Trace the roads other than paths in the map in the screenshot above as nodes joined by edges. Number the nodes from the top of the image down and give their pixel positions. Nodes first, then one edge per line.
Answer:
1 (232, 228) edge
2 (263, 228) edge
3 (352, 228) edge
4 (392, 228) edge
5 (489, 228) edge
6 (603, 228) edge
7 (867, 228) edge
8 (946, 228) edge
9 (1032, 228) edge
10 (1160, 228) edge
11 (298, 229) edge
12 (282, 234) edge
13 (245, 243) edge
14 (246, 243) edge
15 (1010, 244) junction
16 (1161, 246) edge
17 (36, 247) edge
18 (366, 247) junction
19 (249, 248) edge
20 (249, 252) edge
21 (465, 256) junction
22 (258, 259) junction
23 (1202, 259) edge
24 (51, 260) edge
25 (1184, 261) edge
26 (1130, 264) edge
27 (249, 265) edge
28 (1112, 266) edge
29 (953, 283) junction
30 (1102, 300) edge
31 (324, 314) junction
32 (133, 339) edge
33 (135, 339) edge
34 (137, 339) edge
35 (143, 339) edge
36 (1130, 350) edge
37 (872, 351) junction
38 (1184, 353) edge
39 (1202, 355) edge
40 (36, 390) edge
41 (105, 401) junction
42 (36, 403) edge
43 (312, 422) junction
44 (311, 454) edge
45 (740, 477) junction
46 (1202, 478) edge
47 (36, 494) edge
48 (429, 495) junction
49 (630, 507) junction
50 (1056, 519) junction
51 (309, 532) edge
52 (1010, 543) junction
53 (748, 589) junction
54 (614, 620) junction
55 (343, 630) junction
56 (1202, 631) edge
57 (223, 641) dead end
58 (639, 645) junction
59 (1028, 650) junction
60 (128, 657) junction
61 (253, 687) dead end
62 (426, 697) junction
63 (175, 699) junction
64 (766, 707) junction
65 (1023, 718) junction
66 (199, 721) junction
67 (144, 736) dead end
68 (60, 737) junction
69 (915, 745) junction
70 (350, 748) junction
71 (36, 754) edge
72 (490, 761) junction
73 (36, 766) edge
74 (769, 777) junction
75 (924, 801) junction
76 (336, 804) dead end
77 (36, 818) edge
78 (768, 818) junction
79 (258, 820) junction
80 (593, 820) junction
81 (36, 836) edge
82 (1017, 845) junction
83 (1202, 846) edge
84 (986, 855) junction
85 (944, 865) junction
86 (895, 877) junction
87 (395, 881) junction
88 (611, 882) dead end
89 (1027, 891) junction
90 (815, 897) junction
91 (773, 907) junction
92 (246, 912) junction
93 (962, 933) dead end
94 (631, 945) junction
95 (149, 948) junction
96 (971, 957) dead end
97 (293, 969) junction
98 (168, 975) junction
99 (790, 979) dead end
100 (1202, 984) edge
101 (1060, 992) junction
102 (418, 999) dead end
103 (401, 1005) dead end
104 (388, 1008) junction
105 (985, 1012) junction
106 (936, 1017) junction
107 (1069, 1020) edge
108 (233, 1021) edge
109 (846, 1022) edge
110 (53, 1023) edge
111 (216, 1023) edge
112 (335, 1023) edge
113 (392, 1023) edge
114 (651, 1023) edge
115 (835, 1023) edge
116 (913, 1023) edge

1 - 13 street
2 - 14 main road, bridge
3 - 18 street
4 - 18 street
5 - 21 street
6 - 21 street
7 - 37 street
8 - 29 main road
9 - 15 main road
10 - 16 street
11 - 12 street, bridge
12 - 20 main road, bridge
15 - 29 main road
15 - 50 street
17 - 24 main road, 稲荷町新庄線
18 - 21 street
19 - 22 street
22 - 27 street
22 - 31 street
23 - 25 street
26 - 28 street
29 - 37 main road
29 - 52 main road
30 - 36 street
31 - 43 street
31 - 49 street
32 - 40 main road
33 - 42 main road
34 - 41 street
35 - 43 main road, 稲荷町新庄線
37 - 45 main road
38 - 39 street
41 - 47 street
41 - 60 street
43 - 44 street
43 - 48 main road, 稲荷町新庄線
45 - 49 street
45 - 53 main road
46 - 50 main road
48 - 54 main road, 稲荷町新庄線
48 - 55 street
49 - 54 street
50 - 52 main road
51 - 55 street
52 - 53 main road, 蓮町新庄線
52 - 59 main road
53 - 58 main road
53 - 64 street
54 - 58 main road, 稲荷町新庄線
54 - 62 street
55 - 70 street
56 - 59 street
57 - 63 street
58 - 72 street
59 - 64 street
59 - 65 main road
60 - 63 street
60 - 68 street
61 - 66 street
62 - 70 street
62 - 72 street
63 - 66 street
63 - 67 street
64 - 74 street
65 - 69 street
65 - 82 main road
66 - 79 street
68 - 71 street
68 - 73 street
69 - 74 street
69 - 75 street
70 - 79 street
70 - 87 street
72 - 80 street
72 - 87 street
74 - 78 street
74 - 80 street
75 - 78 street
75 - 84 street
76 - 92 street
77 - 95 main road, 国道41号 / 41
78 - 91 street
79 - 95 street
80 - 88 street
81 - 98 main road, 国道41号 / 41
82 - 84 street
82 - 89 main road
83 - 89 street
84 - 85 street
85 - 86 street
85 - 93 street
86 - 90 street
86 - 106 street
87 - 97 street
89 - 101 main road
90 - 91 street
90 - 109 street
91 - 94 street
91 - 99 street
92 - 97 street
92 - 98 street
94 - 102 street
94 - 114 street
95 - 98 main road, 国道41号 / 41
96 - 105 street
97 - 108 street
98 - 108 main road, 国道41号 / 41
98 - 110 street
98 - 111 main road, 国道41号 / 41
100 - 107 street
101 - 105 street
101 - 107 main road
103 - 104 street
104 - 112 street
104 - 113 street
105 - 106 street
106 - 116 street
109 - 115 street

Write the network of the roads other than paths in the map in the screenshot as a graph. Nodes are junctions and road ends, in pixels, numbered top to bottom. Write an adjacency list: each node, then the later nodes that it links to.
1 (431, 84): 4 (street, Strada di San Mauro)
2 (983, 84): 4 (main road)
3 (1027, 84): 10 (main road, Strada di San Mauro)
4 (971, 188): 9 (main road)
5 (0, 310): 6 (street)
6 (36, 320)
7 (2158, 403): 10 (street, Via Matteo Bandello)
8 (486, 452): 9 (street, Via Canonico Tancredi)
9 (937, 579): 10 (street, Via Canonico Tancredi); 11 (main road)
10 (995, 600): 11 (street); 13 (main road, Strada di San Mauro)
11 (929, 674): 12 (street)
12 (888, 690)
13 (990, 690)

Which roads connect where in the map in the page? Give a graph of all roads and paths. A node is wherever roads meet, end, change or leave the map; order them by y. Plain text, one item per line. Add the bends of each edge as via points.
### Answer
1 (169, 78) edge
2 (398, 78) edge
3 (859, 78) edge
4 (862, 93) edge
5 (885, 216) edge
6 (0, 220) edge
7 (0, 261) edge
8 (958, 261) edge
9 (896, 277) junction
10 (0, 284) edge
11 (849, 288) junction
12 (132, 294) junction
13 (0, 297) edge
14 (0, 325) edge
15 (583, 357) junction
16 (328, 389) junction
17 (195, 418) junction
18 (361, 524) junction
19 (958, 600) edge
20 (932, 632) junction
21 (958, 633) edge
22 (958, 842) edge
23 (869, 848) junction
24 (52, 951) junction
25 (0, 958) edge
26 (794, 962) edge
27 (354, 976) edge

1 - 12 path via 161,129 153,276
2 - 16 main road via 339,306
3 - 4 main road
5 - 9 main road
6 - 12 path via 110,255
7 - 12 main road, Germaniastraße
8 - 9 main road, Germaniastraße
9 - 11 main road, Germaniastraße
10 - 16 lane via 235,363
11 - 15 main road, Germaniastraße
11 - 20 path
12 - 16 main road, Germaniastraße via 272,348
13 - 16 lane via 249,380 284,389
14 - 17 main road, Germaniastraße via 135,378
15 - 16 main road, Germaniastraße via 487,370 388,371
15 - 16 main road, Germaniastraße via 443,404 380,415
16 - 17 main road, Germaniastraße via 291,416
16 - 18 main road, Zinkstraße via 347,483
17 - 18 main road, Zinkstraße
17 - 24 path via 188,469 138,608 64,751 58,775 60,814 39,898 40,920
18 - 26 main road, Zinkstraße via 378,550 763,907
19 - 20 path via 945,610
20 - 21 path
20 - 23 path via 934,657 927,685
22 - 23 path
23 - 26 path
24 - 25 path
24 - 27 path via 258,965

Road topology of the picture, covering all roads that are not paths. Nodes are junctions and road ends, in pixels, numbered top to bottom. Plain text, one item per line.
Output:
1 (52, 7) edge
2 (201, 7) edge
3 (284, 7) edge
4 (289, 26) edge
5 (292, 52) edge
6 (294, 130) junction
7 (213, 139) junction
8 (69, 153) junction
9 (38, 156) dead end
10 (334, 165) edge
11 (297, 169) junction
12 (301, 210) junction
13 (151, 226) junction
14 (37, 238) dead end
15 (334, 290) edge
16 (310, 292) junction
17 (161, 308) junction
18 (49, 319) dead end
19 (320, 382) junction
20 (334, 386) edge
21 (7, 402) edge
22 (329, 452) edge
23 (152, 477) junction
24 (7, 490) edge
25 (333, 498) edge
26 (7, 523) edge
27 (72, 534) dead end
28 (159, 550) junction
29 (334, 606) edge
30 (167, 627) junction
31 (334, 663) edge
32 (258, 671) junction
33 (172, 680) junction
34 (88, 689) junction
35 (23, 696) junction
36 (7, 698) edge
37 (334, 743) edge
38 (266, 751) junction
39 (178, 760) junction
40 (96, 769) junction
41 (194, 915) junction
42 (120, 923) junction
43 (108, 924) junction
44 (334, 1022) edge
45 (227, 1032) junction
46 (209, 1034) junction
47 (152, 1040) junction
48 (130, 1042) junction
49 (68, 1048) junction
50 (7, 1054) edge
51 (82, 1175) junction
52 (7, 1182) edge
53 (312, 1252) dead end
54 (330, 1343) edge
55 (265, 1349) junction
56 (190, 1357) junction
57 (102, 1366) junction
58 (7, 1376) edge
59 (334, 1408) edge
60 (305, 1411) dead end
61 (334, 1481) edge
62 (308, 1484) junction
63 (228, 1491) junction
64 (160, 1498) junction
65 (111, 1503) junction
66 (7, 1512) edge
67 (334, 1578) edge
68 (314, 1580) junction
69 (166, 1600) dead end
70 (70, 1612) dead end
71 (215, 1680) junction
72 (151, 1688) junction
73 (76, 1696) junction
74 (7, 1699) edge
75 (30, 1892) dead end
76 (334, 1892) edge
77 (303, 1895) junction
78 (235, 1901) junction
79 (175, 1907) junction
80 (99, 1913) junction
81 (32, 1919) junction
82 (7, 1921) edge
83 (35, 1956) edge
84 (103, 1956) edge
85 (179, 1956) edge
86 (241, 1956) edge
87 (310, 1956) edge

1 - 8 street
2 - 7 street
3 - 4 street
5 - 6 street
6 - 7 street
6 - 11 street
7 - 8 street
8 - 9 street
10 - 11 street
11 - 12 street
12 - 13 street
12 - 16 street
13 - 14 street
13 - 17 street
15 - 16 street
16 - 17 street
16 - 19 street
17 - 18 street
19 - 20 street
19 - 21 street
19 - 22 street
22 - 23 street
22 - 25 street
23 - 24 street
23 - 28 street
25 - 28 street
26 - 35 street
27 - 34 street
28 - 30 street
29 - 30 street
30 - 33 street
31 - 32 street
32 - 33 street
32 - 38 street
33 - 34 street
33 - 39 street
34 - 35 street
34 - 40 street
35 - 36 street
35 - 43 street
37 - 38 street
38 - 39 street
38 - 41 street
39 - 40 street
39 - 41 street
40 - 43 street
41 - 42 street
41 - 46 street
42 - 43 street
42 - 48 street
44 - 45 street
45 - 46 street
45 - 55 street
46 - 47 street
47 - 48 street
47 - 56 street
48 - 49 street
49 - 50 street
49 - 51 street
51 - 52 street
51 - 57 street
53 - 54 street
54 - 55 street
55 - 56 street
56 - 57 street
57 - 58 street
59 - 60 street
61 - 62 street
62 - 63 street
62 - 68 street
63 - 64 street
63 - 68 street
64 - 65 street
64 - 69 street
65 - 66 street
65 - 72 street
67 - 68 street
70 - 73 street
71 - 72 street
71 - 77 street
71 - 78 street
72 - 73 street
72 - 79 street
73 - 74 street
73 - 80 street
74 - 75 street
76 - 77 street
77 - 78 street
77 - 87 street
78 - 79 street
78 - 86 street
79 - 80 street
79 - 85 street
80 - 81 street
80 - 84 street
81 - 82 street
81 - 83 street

- - -

* _Work request_
Please copy out each line in the entries that mentions the string "稲荷町新庄線".

* _Output for this exercise_
17 - 24 main road, 稲荷町新庄線
35 - 43 main road, 稲荷町新庄線
43 - 48 main road, 稲荷町新庄線
48 - 54 main road, 稲荷町新庄線
54 - 58 main road, 稲荷町新庄線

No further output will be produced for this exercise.